• Problem statement
Within the entries below, every line containing "thumb" is to be copied.

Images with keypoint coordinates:
*** Block opens ***

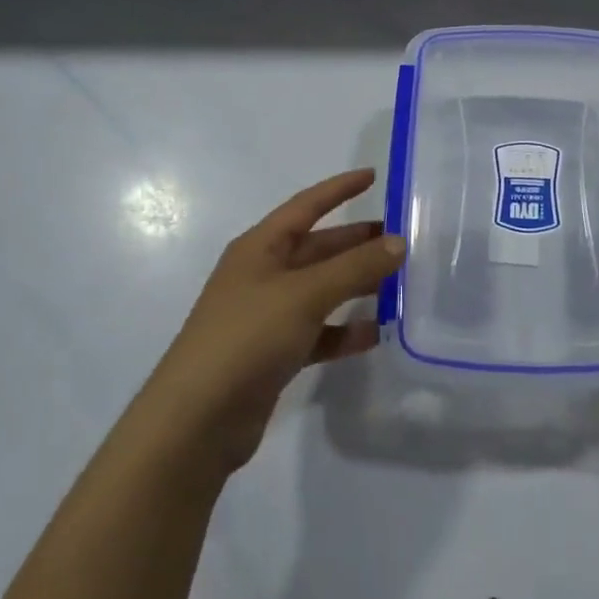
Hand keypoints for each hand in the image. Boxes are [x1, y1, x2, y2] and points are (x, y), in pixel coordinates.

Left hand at [144, 169, 402, 478]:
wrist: (196, 422)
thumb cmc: (247, 338)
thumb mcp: (305, 294)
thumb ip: (355, 267)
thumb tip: (399, 242)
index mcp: (260, 247)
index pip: (306, 206)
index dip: (339, 189)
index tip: (374, 176)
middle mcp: (263, 275)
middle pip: (318, 248)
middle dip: (357, 241)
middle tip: (402, 238)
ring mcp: (267, 316)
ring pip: (322, 290)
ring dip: (357, 285)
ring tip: (400, 283)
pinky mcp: (274, 354)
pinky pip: (319, 331)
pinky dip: (345, 330)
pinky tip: (376, 333)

*** Block closes ***

• Result
thumb cmc: (247, 338)
thumb mcp: (305, 294)
thumb ip: (355, 267)
thumb tip: (399, 242)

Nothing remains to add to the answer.